___ DATA EXCERPTS

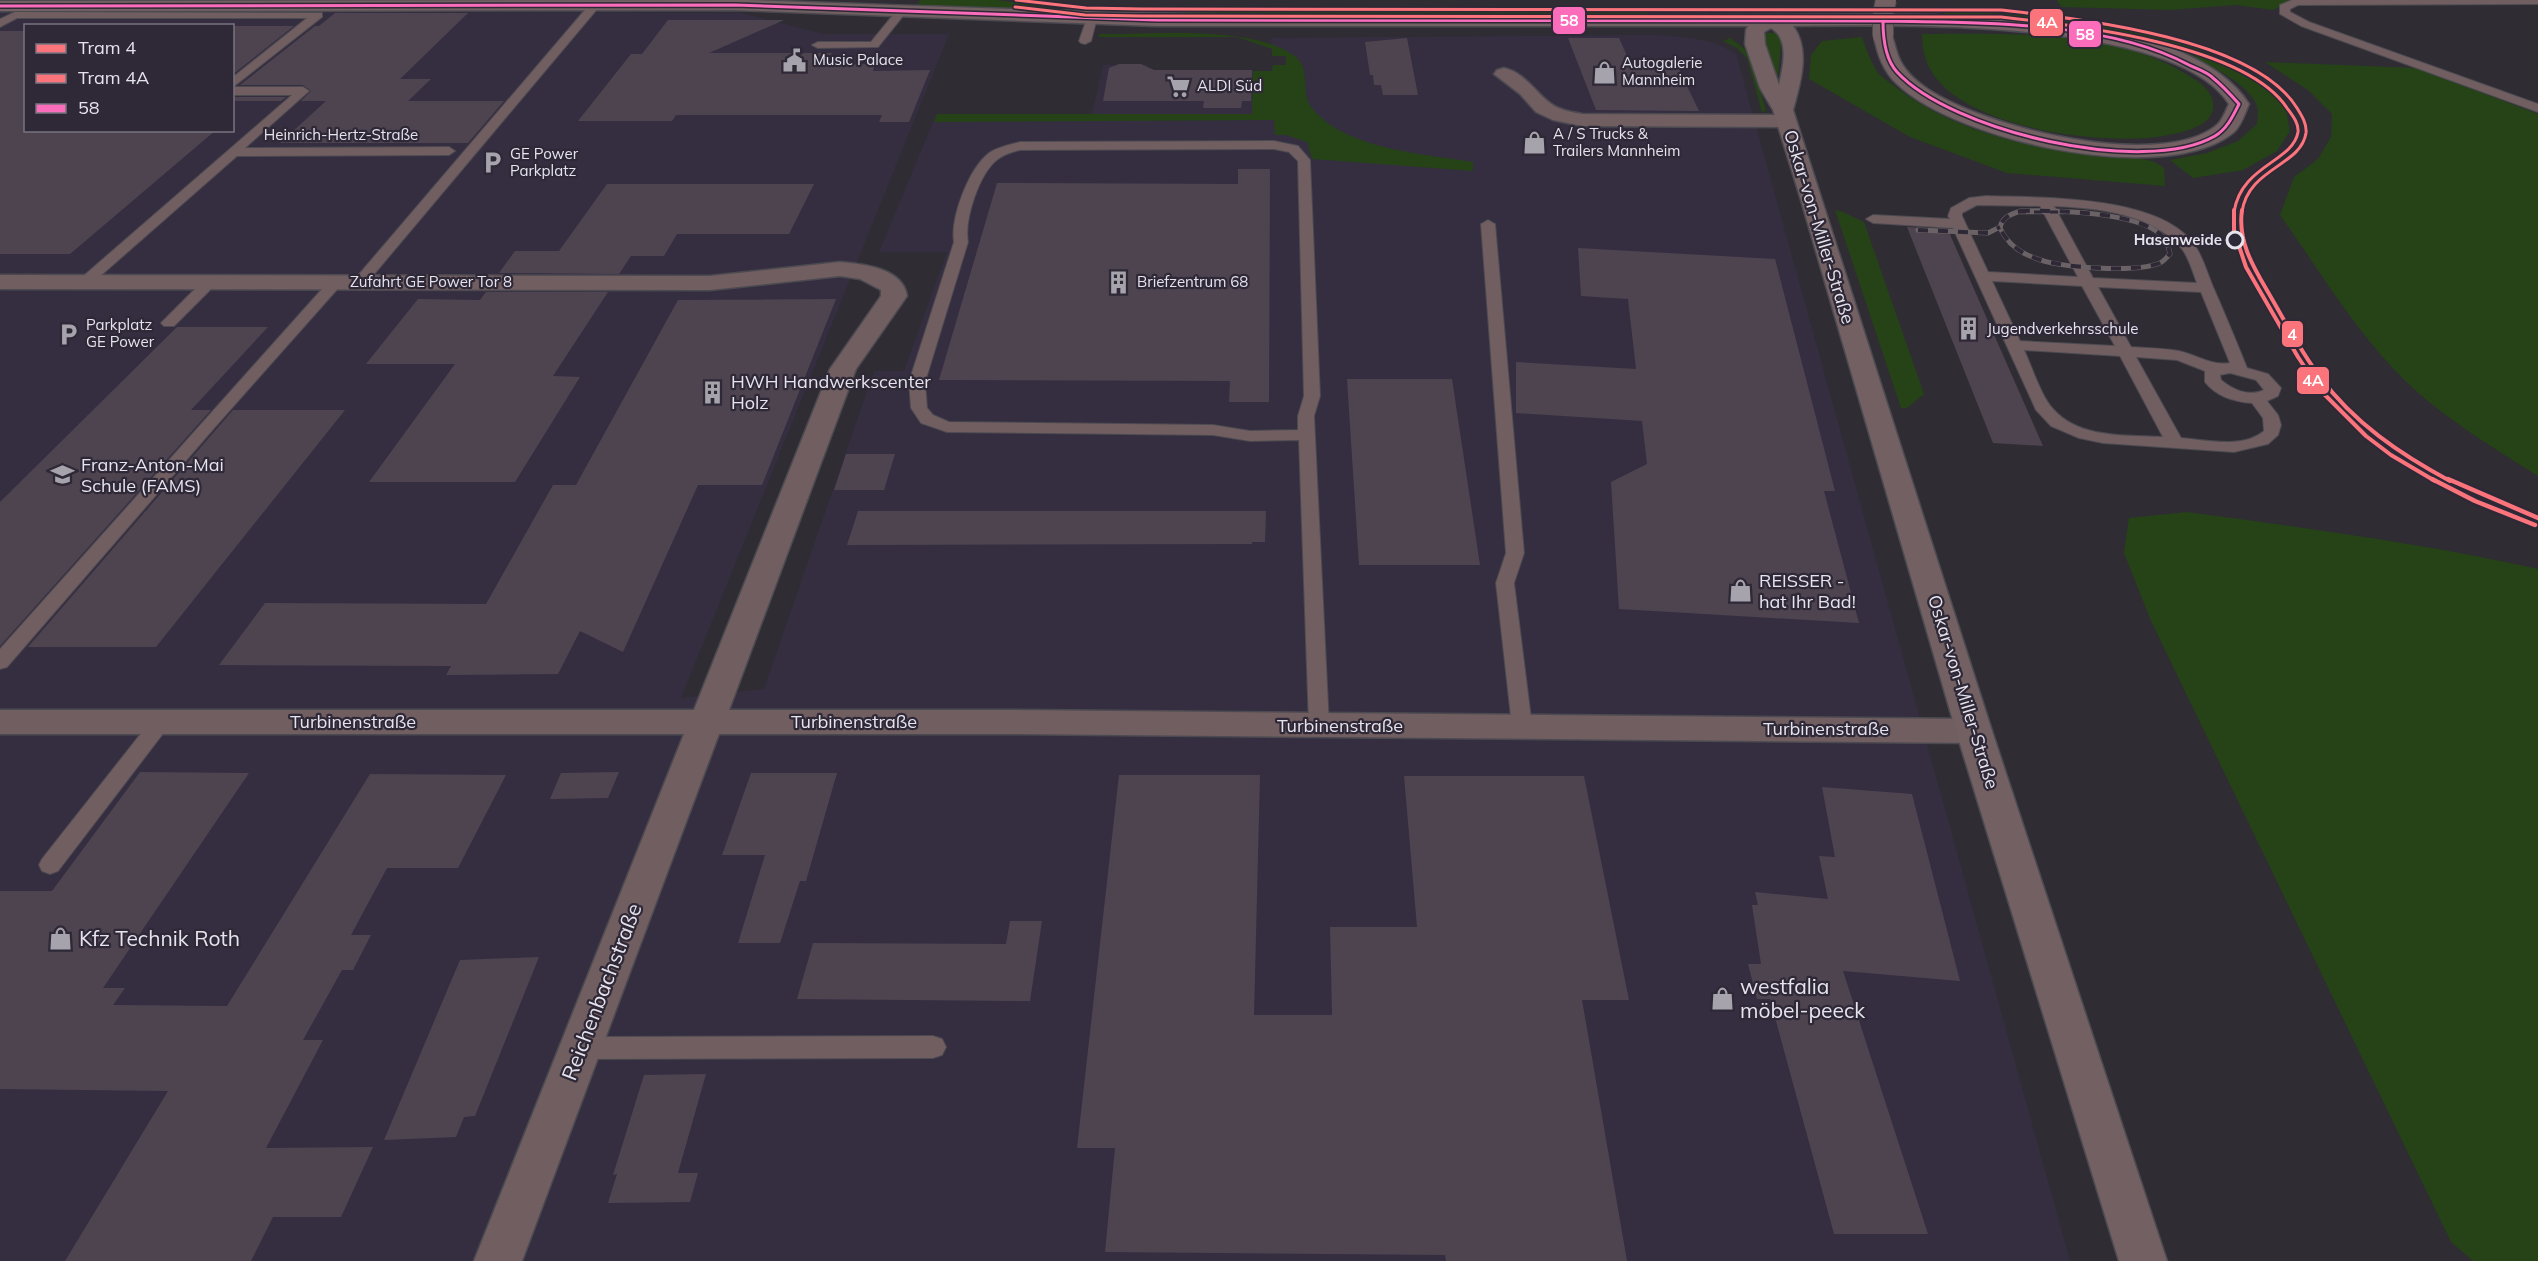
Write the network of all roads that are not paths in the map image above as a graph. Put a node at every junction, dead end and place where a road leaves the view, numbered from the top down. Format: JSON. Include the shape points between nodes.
{"nodes":[{"id":1,"x":1886,"y":0,"type":"edge"},
{"id":2,"x":2538,"y":1,"type":"edge"},
{"id":3,"x":594,"y":6,"type":"junction"},
{"id":4,"x":7,"y":11,"type":"edge"},
{"id":5,"x":324,"y":11,"type":"junction"},
{"id":6,"x":902,"y":11,"type":"junction"},
{"id":7,"x":1092,"y":18,"type":"junction"},
{"id":8,"x":1770,"y":20,"type":"junction"},
{"id":9,"x":1858,"y":20,"type":"junction"},
{"id":10,"x":1681,"y":21,"type":"junction"},
{"id":11,"x":0,"y":24,"type":"edge"},
{"id":12,"x":1085,"y":41,"type":"dead end"},
{"id":13,"x":1755,"y":44,"type":"junction"},
{"id":14,"x":818,"y":45,"type":"dead end"},
{"id":15,"x":1793,"y":46,"type":"junction"},
{"id":16,"x":1504,"y":74,"type":"dead end"},
{"id":17,"x":234,"y":85,"type":"edge"},
{"id":18,"x":234,"y":86,"type":"edge"},
{"id":19,"x":2538,"y":108,"type":"edge"},
{"id":20,"x":1785,"y":116,"type":"junction"},
{"id":21,"x":448,"y":151,"type":"dead end"},
{"id":22,"x":233,"y":152,"type":"junction"},
{"id":23,"x":2044,"y":203,"type":"junction"},
{"id":24,"x":1873,"y":219,"type":"dead end"},
{"id":25,"x":1488,"y":224,"type":"dead end"},
{"id":26,"x":1959,"y":224,"type":"junction"},
{"id":27,"x":1983,"y":276,"type":"junction"},
{"id":28,"x":2087,"y":281,"type":"junction"},
{"id":29,"x":0,"y":282,"type":"edge"},
{"id":30,"x":85,"y":282,"type":"junction"},
{"id":31,"x":210,"y":282,"type":"junction"},
{"id":32,"x":348,"y":282,"type":"junction"},
{"id":33,"x":2205,"y":288,"type":"junction"},
{"id":34,"x":169,"y":323,"type":"dead end"},
{"id":35,"x":2015,"y":345,"type":"junction"},
{"id":36,"x":2126,"y":351,"type":"junction"},
{"id":37,"x":2240,"y":369,"type":"junction"},
{"id":38,"x":2217,"y":370,"type":"junction"},
{"id":39,"x":2257,"y":399,"type":"junction"},
{"id":40,"x":1307,"y":435,"type":"junction"},
{"id":41,"x":2175,"y":443,"type":"junction"},
{"id":42,"x":0,"y":662,"type":"edge"},
{"id":43,"x":0,"y":722,"type":"edge"},
{"id":44,"x":161,"y":722,"type":"junction"},
{"id":45,"x":707,"y":722,"type":"junction"},
{"id":46,"x":1319,"y":726,"type":"junction"},
{"id":47,"x":1522,"y":726,"type":"junction"},
{"id":48,"x":1974,"y":731,"type":"junction"},
{"id":49,"x":50,"y":865,"type":"dead end"},
{"id":50,"x":933,"y":1047,"type":"dead end"},
{"id":51,"x":581,"y":1048,"type":"junction"},
{"id":52,"x":498,"y":1261,"type":"edge"},
{"id":53,"x":2143,"y":1261,"type":"edge"}],
"edges":[{"from":1,"to":9,"type":"main road","bridge":true,"via":[[1883,14],[1883,36],[1889,62],[1904,81],[1952,111],[2007,131],[2086,148],[2167,149],[2216,136],[2238,116],[2239,104],[2216,78],[2166,53],[2117,39],[2052,28],[1974,23]]},
{"from":2,"to":19,"type":"lane","via":[[2296,2],[2284,6],[2285,14],[2305,24]]},
{"from":3,"to":5,"type":"main road"},
{"from":3,"to":6,"type":"main road","via":[[746,5]]},
{"from":3,"to":32,"type":"lane"},
{"from":4,"to":5,"type":"lane"},
{"from":4,"to":5,"type":"main road","via":[[33,6]]},
{"from":4,"to":11,"type":"lane"},
{"from":5,"to":17,"type":"lane"},
{"from":6,"to":7,"type":"main road"},
{"from":6,"to":14,"type":"lane","via":[[874,45]]},
{"from":7,"to":10,"type":"main road"},
{"from":7,"to":12,"type":"lane"},
{"from":8,"to":9,"type":"main road"},
{"from":8,"to":10,"type":"main road"},
{"from":8,"to":13,"type":"main road","via":[[1755,30]]},
{"from":8,"to":15,"type":"main road","via":[[1786,30]]},
{"from":9,"to":15,"type":"main road"},
{"from":10,"to":13,"type":"main road"},
{"from":13,"to":20,"type":"main road","name":"Oskar-von-Miller-Straße","via":[[1770,88]]},
{"from":15,"to":20,"type":"main road","name":"Oskar-von-Miller-Straße"},
{"from":16,"to":20,"type":"street","name":"Oskar-von-Miller-Straße","via":[[1527,90],[1543,108],[1581,120]]},
{"from":18,"to":22,"type":"lane","name":"Heinrich-Hertz-Straße","via":[[303,91]]},
{"from":20,"to":48,"type":"main road","name":"Oskar-von-Miller-Straße"},
{"from":21,"to":22,"type":"lane","name":"Heinrich-Hertz-Straße"},
{"from":22,"to":30,"type":"lane","name":"Heinrich-Hertz-Straße"},
{"from":23,"to":26,"type":"lane","via":[[1974,201],[1956,211]]},
{"from":23,"to":28,"type":"lane"},
{"from":23,"to":33,"type":"lane","via":[[2107,207],[2164,225],[2190,249]]},
{"from":24,"to":26,"type":"lane"},
{"from":25,"to":47,"type":"lane","via":[[1515,553],[1505,583]]},
{"from":26,"to":27,"type":"lane"},
{"from":27,"to":28,"type":"lane"},
{"from":27,"to":35,"type":"lane"},
{"from":28,"to":33,"type":"lane"},
{"from":28,"to":36,"type":"lane"},
{"from":29,"to":30,"type":"street","name":"Zufahrt GE Power Tor 8"},
{"from":30,"to":31,"type":"street","name":"Zufahrt GE Power Tor 8"},
{"from":31,"to":32,"type":"street","name":"Zufahrt GE Power Tor 8"},
{"from":31,"to":34,"type":"lane"},
{"from":32,"to":42,"type":"lane","via":[[209,423]]},
{"from":32,"to":45,"type":"street","name":"Zufahrt GE Power Tor 8","via":[[710,283],[840,269],[882,278],[893,287],[894,296],[843,369]]},
{"from":33,"to":37,"type":"lane"},
{"from":35,"to":36,"type":"lane"},
{"from":35,"to":41,"type":"lane","via":[[2044,410],[2057,422],[2079,433],[2103,438]]},
{"from":36,"to":38,"type":"lane","via":[[2181,356]]},
{"from":36,"to":41,"type":"lane"},
{"from":37,"to":38,"type":"lane"},
{"from":37,"to":39,"type":"lane","via":[[2262,377],[2273,388],[2272,393]]},
{"from":38,"to":39,"type":"lane","via":[[2211,378],[2218,388]]},
{"from":39,"to":41,"type":"lane","via":[[2273,426],[2265,439],[2234,447]]},
{"from":40,"to":40,"type":"lane","via":[[1306,416],[1312,396],[1306,213],[1304,160],[1297,152],[1274,145],[1020,146],[998,152],[980,167],[958,231],[961,242],[917,382],[919,408],[927,419],[947,427],[1213,429],[1250,436]]},
{"from":40,"to":46,"type":"lane"},
{"from":43,"to":44,"type":"street","name":"Turbinenstraße"},
{"from":44,"to":45,"type":"street","name":"Turbinenstraße"},
{"from":44,"to":49,"type":"lane"},
{"from":45,"to":46,"type":"street","name":"Turbinenstraße"},
{"from":45,"to":51,"type":"street","name":"Reichenbachstraße"},
{"from":46,"to":47,"type":"street","name":"Turbinenstraße"},
{"from":47,"to":48,"type":"street","name":"Turbinenstraße"},
{"from":48,"to":53,"type":"main road","name":"Oskar-von-Miller-Straße"},
{"from":50,"to":51,"type":"lane"},
{"from":51,"to":52,"type":"street","name":"Reichenbachstraße"}]}
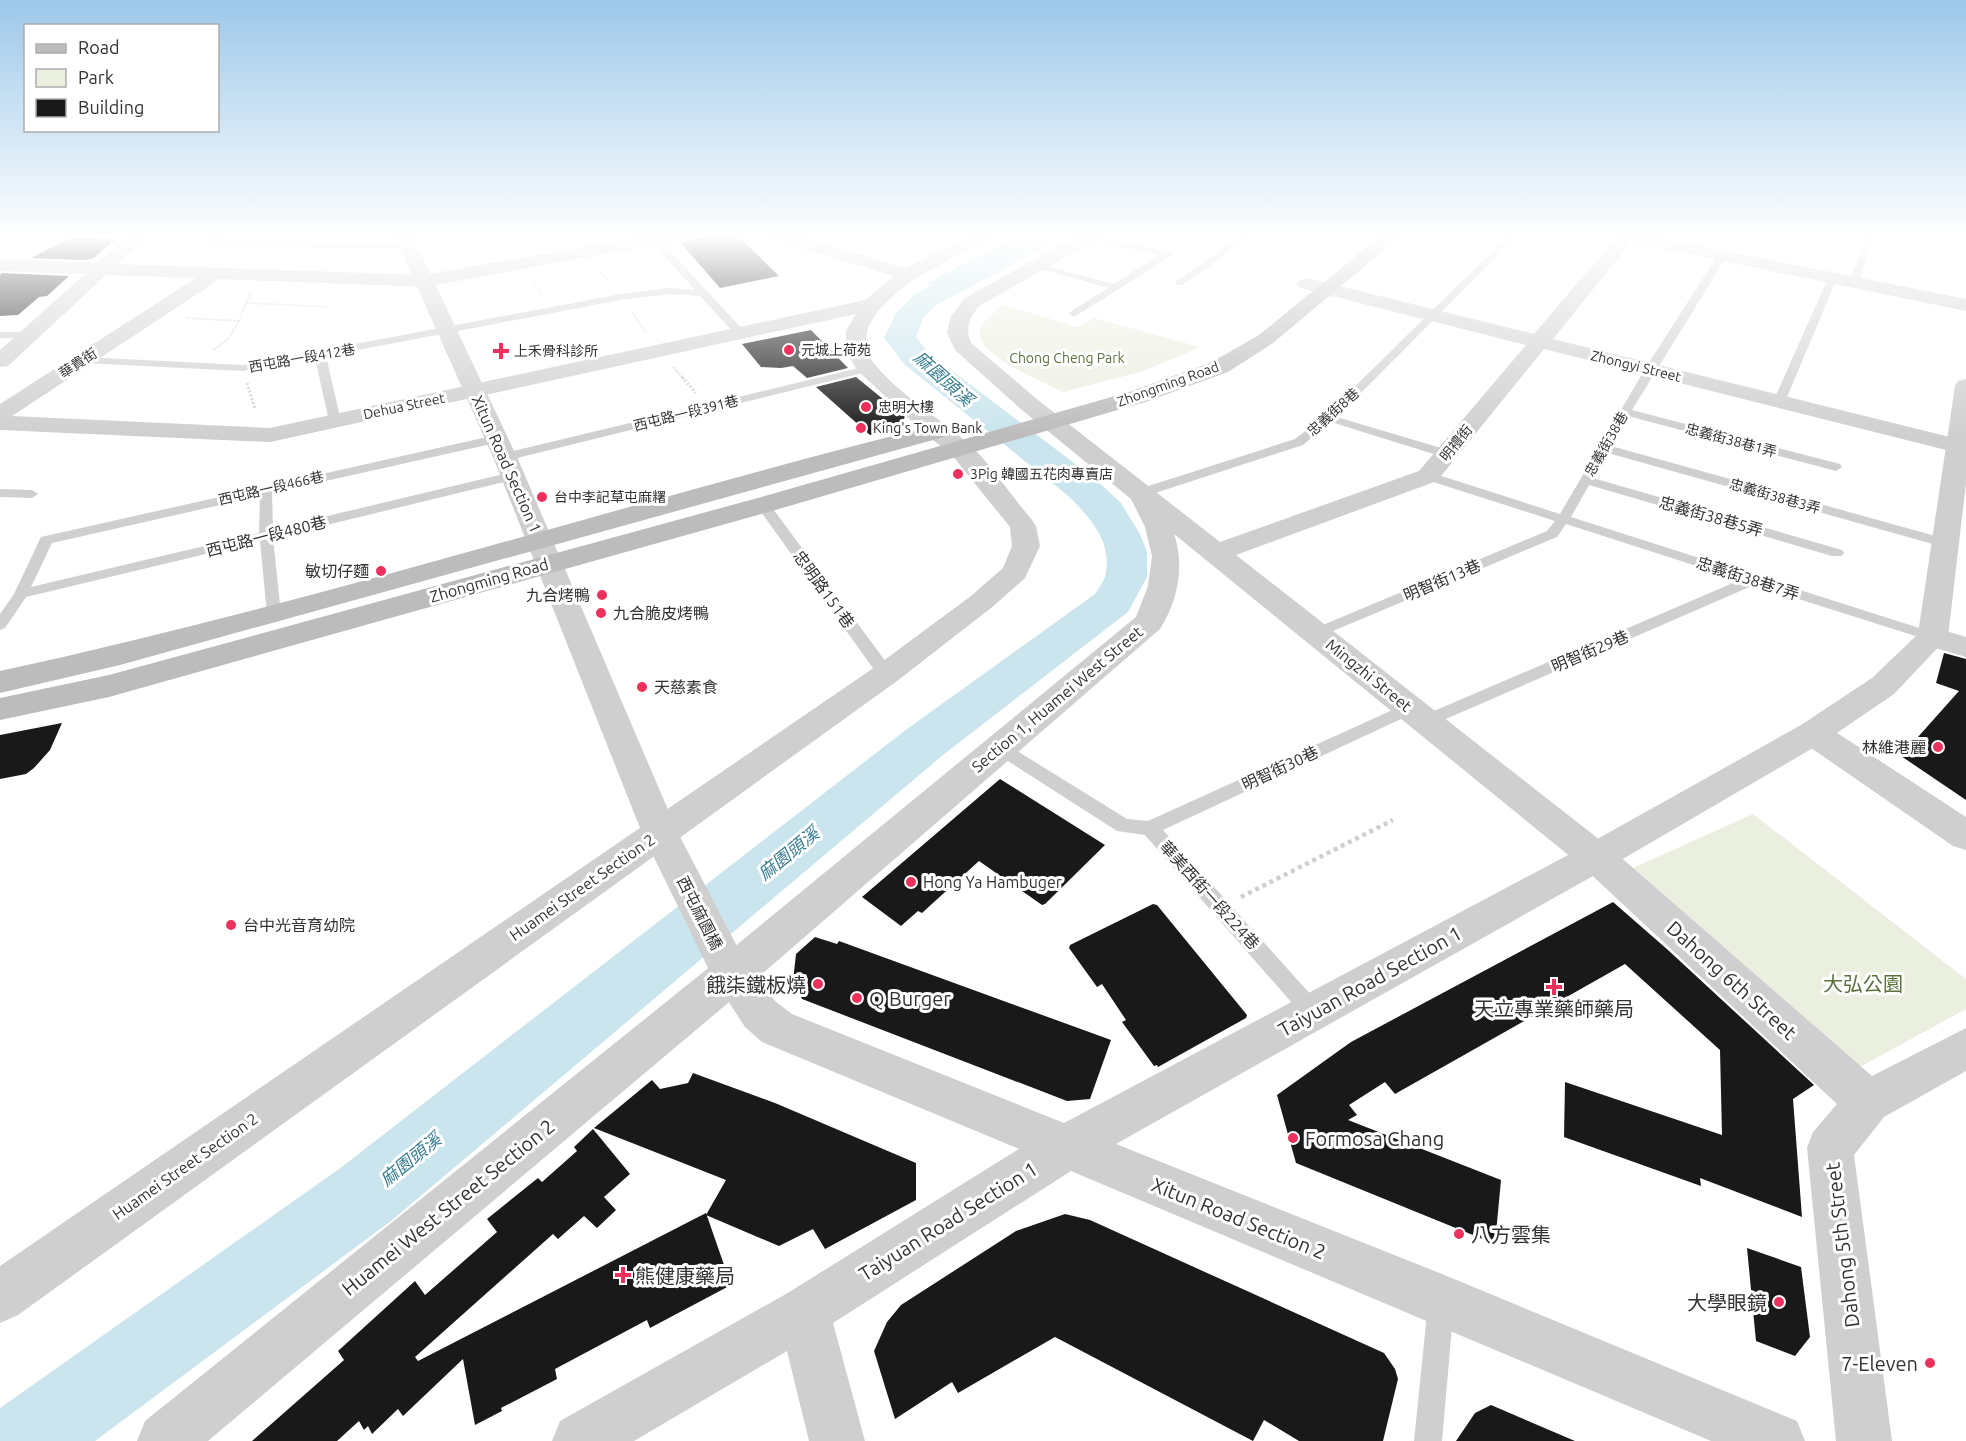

______

• WHAT IS REQUIRED
Give nothing except how many lines of the records include "nodes".

• YOUR RESPONSE
2